I was done with soft and sweet.

“Is something going on with you? Are you all right?” she asked.

“I'm just dandy,” I said, thinking “dandy” would sound cooler than it did.

“Well, all righty, then,” she said. “So, what would you like for breakfast, Mr. Dandy?”

“Don't call me that,” I said.

I sat down, and Mom put a box of Frosted Grainios in front of me. She shook her head and said, “Looks like someone's in a—what did Coby tell you it was?—a middle-school funk.”

“Boys don't funk.”

“Of course they do. Growing up is painful and difficult. You start caring about things you didn't used to care about. Grades, girls, your clothes.”

“Care about my clothes? That'll never happen,” I said, hiding my feet under my chair. Man, I really hoped I wasn't going to start caring about grades now too. What a time suck. And girls? I was already through with that phase, thank you very much.
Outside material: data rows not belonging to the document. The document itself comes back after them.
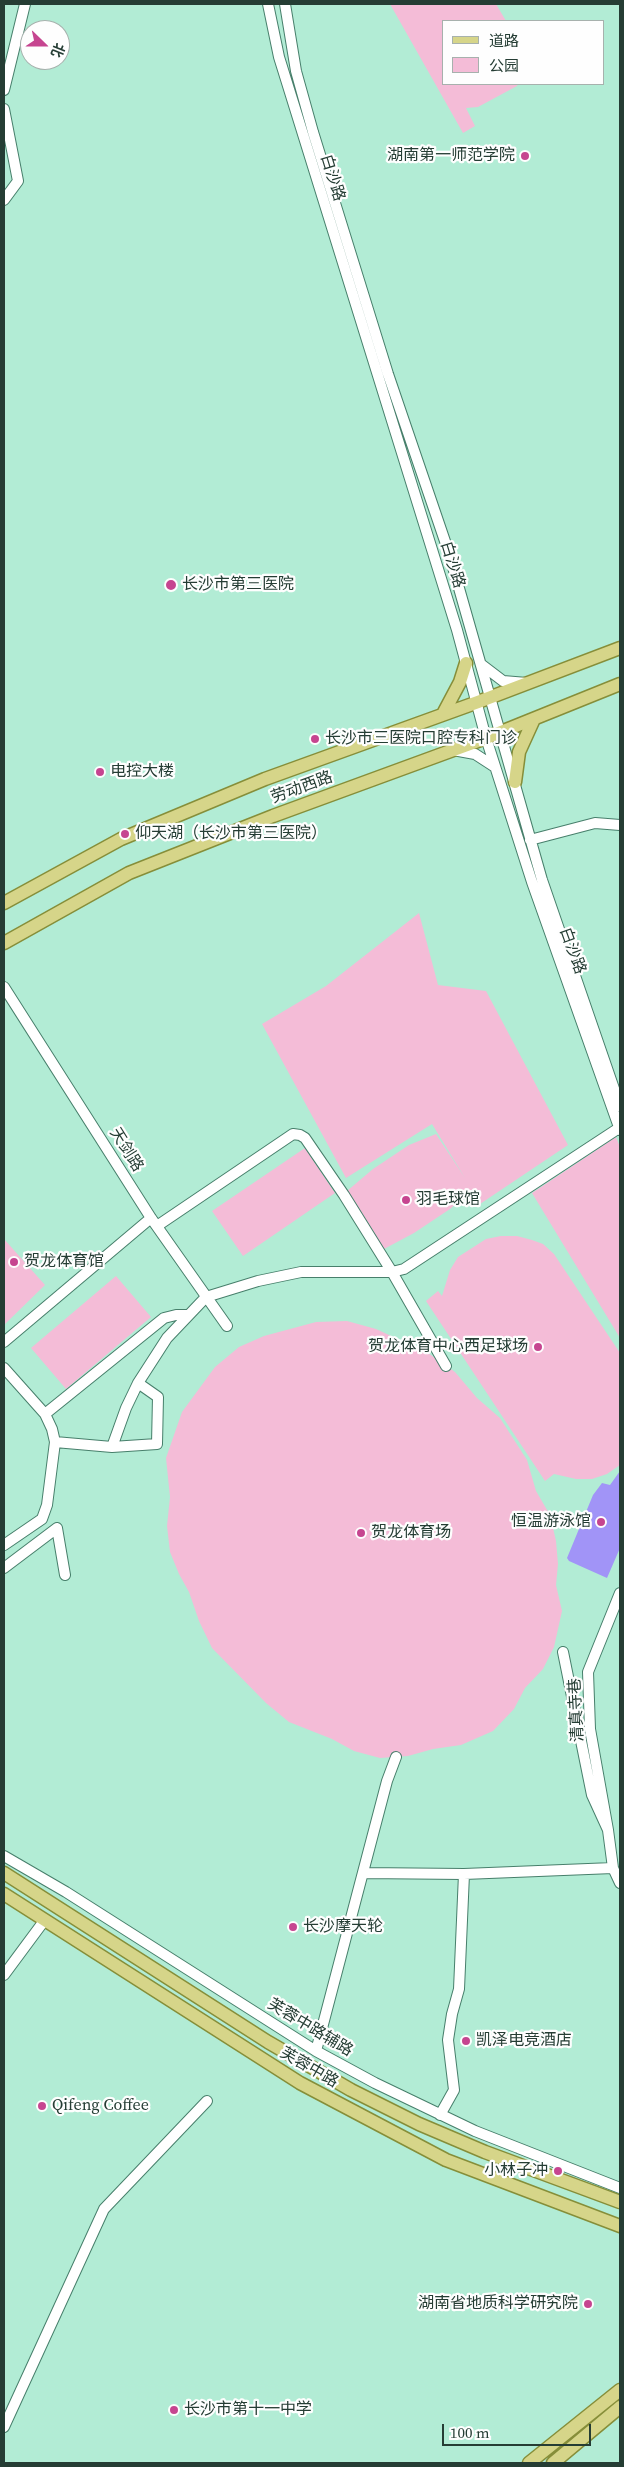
<!DOCTYPE html>
<html>
<head>
<meta charset="utf-8">
<style>
	body { margin:0 }
	#map { position:relative; width:624px; height:2467px; overflow:hidden; background:#b2ecd5; font-family:"Source Serif 4","Noto Sans SC",serif }
	canvas { display:block }
	.frame { position:absolute; inset:0; border:5px solid #253d34; pointer-events:none }
	.legend { position:absolute; left:442px; top:20px; width:162px; height:65px; box-sizing:border-box; background:#fefefe; border:1px solid #a7b1ad; margin:0; padding:6px 9px; list-style:none; font-size:15px; color:#253d34 }
	.legend li { display:flex; align-items:center; gap:10px; height:25px }
	.legend b { width:25px; border:1px solid #a7b1ad }
	.north { position:absolute; left:20px; top:20px; width:50px; height:50px; box-sizing:border-box; background:#fefefe; border:1px solid #a7b1ad; border-radius:50%; rotate:112deg; font-size:14px; font-weight:700; line-height:20px; text-align:center; color:#253d34 }
	.north::after { content:''; display:block; margin:auto; width:18px; height:22px; background:#c64590; clip-path:polygon(50% 0,100% 100%,50% 72%,0 100%) }
	.scale { position:absolute; left:442px; top:2424px; width:149px; height:22px; box-sizing:border-box; border:2px solid #253d34; border-top:0; padding-left:6px; font-size:15px; line-height:18px; white-space:nowrap; color:#253d34; -webkit-text-stroke:4px #fefefe; paint-order:stroke }
</style>
</head>
<body>
<div id="map">
<canvas width="624" height="2467"></canvas>
<div class="frame"></div>
<ul class="legend">
<li><b style="height:6px;background:#d6d589"></b>道路</li>
<li><b style="height:14px;background:#f4bcd7"></b>公园</li>
</ul>
<div class="north">北</div>
<div class="scale">100 m</div>
</div>
<script>
const ctx = document.querySelector('canvas').getContext('2d');
ctx.lineJoin = 'round';
function paint(path, color) { ctx.fillStyle = color; ctx.fill(path, 'evenodd'); }
const poly = rows => new Path2D(rows.map(r => 'M' + r).join(''));
function stroke(path, color, width, dash) { ctx.strokeStyle = color; ctx.lineWidth = width; ctx.lineCap = dash ? 'butt' : 'round'; ctx.setLineDash(dash || []); ctx.stroke(path); }
function write(font, color, halo, rows, align = 'center') {
  ctx.font = font + ' "Source Serif 4","Noto Sans SC",serif'; ctx.lineWidth = 4.5; ctx.setLineDash([]); ctx.textBaseline = 'middle'; ctx.strokeStyle = halo; ctx.fillStyle = color; for (const [text, x, y, turn = 0] of rows) {
    ctx.save(); ctx.translate(x, y); ctx.rotate((+turn || 0) * Math.PI / 180); ctx.textAlign = isNaN(turn) ? turn : align; if (halo) ctx.strokeText(text, 0, 0); ctx.fillText(text, 0, 0); ctx.restore();
  }
}
paint(poly([
	[390,4,496,4,506,21,443,21,443,84,518,84,517,86,478,107,466,108,475,126,463,133],
	[419,913,438,985,486,991,568,1145,480,1204,472,1190,450,1209,414,1233,384,1249,347,1191,373,1169,409,1145,436,1134,465,1178,432,1124,346,1178,262,1024,326,986],
	[616,1137,620,1147,620,1338,532,1193],
	[305,1148,335,1193,243,1256,212,1211],
	[501,1236,517,1236,532,1240,543,1244,554,1254,620,1353,620,1465,607,1474,592,1479,576,1479,554,1474,545,1481,426,1301,438,1291,442,1296,450,1270,458,1257,486,1239],
	[4,1239,45,1285,4,1325],
	[116,1276,151,1317,66,1389,31,1348],
	[347,1321,376,1329,428,1353,455,1372,477,1398,500,1418,527,1460,536,1491,550,1515,556,1541,558,1564,556,1585,562,1611,554,1647,543,1669,525,1688,514,1709,493,1731,461,1745,433,1749,408,1756,380,1758,354,1751,332,1739,289,1722,266,1703,212,1648,199,1621,189,1592,179,1574,170,1552,167,1526,170,1497,166,1458,182,1412,215,1367,239,1347,264,1336,316,1322]
]), '#f4bcd7');
paint(poly([
	[620,1471,620,1548,607,1578,569,1561,567,1558,593,1495,602,1483,610,1485]
]), '#a194f7');
const minor = poly([
	[268,4,279,57,457,630,486,738,532,882,620,1130],
	[285,4,296,71,313,132,388,374,449,553,542,880,620,1106],
	[4,90,25,4],
	[4,109,18,181,4,200],
	[482,665,503,681,527,683],
	[453,750,475,754,495,767],
	[530,840,595,823,620,825],
	[4,987,151,1218,227,1326],
	[157,1226,293,1134,300,1135,305,1138,344,1195,392,1272,446,1366],
	[4,1342,151,1218],
	[4,1368,45,1414,52,1429,55,1442],
	[45,1414,164,1318,176,1315,188,1315],
	[112,1447,126,1408,138,1383,167,1338,206,1297,258,1281,301,1272,392,1272,404,1269,619,1128],
	[4,1545,42,1519,47,1505,55,1442,112,1447,157,1444,158,1397,138,1383],
	[4,1568,57,1528,65,1575],
	[563,1652,592,1795,608,1830,613,1868,620,1883],
	[608,1830,590,1729,588,1672,620,1593],
	[4,1856,66,1892,316,2051,375,2083,475,2131,620,2188],
	[363,1873,464,1874],
	[4,1975,44,1921],
	[316,2051,387,1781,396,1757],
	[440,2115,454,2090,448,2040,452,2014,459,1989,464,1874,613,1868],
	[4,2427,104,2209,207,2101]
]);
const major = poly([
	[443,714,460,682,466,663],
	[515,782,519,752,534,719],
	[4,903,121,839,265,779,478,702,620,648],
	[4,943,129,873,273,816,486,738,620,684],
	[4,1873,268,2042,351,2090,419,2124,485,2152,620,2202],
	[4,1894,300,2083,446,2160,620,2226],
	[529,2463,620,2390],
	[553,2463,620,2407]
]);
stroke(minor, '#477f6b', 12);
stroke(major, '#868e39', 15);
stroke(minor, '#fff', 10);
stroke(major, '#d6d589', 12);
for (const [x, y, r, color] of [
	[525,156,5,"#c64590"],
	[171,585,6,"#c64590"],
	[315,739,5,"#c64590"],
	[100,772,5,"#c64590"],
	[125,834,5,"#c64590"],
	[406,1200,5,"#c64590"],
	[14,1262,5,"#c64590"],
	[538,1347,5,"#c64590"],
	[601,1522,5,"#c64590"],
	[361,1533,5,"#c64590"],
	[293,1927,5,"#c64590"],
	[466,2041,5,"#c64590"],
	[42,2106,5,"#c64590"],
	[558,2171,5,"#c64590"],
	[588,2304,5,"#c64590"],
	[174,2410,5,"#c64590"]
]) { const dot = new Path2D(); dot.arc(x, y, r, 0, 2 * Math.PI); ctx.fillStyle = color; ctx.fill(dot); stroke(dot, '#fefefe', 2); }
write('16px', '#253d34', '#fefefe', [
	["湖南第一师范学院",515,156,"right"],
	["长沙市第三医院",182,585],
	["长沙市三医院口腔专科门诊",325,739],
	["电控大楼",110,772],
	["仰天湖（长沙市第三医院）",135,834],
	["羽毛球馆",416,1200],
	["贺龙体育馆",24,1262],
	["贺龙体育中心西足球场",528,1347,"right"],
	["恒温游泳馆",591,1522,"right"],
	["贺龙体育场",371,1533],
	["长沙摩天轮",303,1927],
	["凯泽电竞酒店",476,2041],
	["Qifeng Coffee",52,2106],
	["小林子冲",548,2171,"right"],
	["湖南省地质科学研究院",578,2304,"right"],
	["长沙市第十一中学",184,2410]
], 'left');
write('16px', '#253d34', '#fefefe', [
	["白沙路",332,178,73],
	["白沙路",452,565,73],
	["劳动西路",302,788,-20],
	["白沙路",572,951,70],
	["天剑路",126,1150,58],
	["清真寺巷",577,1710,-93],
	["芙蓉中路辅路",310,2028,31],
	["芙蓉中路",309,2068,30]
]);
</script>
</body>
</html>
“Hey, Mom? How would you feel if everyone knew we were related to Alferd Packer?”

She shuddered at the mention of his name. Then she said, “I don't care what people think or know about us. My biggest concern has been to
protect you from feeling afraid. Afraid of yourself.”

I wondered if she wanted to eat meat the same way I did, and maybe she was afraid she would suddenly start eating her friends and family too. “He may not have been a monster, though,” I said. And then I told her what I knew was true. “You're definitely not a monster, Mom.”

“Thanks, Ferrell,” she said.

At school I stood at my locker, looking for my science homework, which was due in three and a half minutes and wasn't even close to finished.